鉄柵の中の自然

今,うちの学部と韓国のD大学との学部間協定が進んでいる。この協定の話が出てきた理由は,先方がDMZに研究所を持っており、60年近くも人の立ち入りを禁じてきた同地の自然環境を(国情はどうあれ)これからも保全すべく熱意をもって取り組んでおられる方がいるそうである。そこで、共同研究の話がウチの学部、なかんずくウチの学科に舞い込んできたというわけである。
協定締結のため,ウチからはN田さんとN間さんが今年になってから2回ほど韓国へ行っている。今日,たまたまN間さんとご飯時に顔を合わせたので、DMZやその周辺の里山や動物の話を聞いた。大学の研究所があるといってもやはりDMZへの立ち入り許可を得るのは容易でないらしく,まだ展望台から眺め渡しただけだそうだが、韓国側と北朝鮮側の里山林の違いなどはよくわかったそうである。希少なカワウソもまだ生息しているという話は寄生虫屋として心動かされる。

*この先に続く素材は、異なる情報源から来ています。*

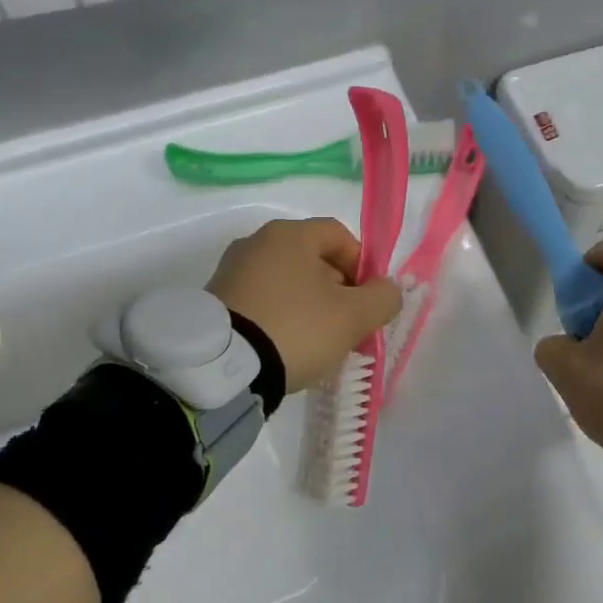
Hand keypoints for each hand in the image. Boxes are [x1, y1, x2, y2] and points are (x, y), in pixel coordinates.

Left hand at [207, 218, 401, 392]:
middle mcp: (256, 242)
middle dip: (337, 290)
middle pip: (312, 259)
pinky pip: (261, 300)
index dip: (362, 265)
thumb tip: (386, 290)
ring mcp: (231, 271)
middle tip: (346, 326)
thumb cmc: (295, 329)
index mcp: (289, 234)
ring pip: (287, 282)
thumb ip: (382, 298)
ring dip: (309, 306)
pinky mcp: (215, 300)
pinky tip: (285, 347)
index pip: (339, 236)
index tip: (367, 301)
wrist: (222, 368)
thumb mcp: (353, 317)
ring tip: (316, 343)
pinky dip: (280, 317)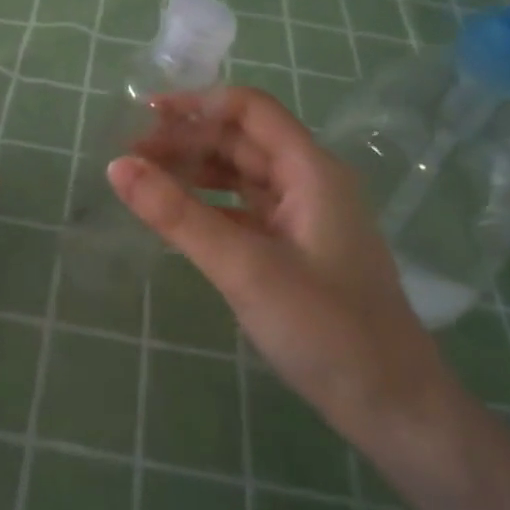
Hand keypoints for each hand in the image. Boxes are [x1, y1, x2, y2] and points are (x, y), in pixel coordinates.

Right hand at [111, 87, 449, 452]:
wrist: (392, 406)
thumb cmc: (326, 329)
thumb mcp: (244, 268)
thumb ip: (178, 215)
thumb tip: (117, 166)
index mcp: (311, 171)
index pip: (251, 110)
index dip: (198, 103)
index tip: (144, 114)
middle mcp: (310, 184)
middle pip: (243, 141)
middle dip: (188, 140)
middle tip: (131, 156)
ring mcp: (305, 219)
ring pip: (243, 176)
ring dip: (196, 172)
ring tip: (145, 180)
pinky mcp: (296, 251)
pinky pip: (245, 211)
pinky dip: (210, 207)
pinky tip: (178, 218)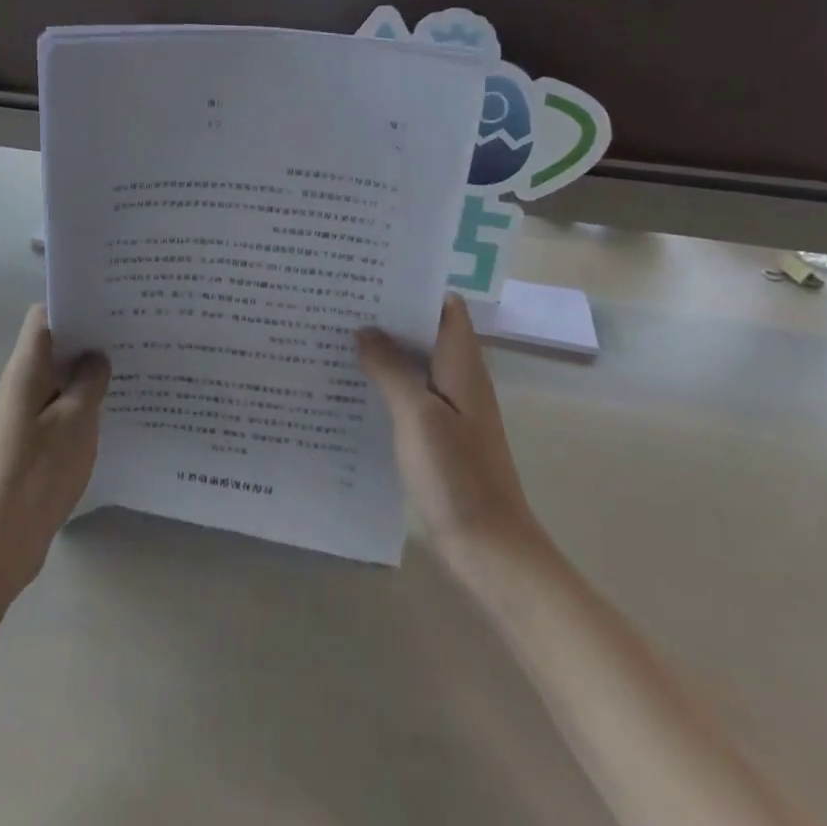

何年かに一度は周辺でトラの足跡が見つかったと騒ぎになることもあるらしい(もっとも、DMZはトラのホームレンジとしては狭すぎるので,ニホンオオカミの再発見騒ぎなどとまあ同じような状況ではないかと思われる)。
そのうち、卒論や修論で連れていかれる学生も出るだろうが,面白い研究成果を期待する。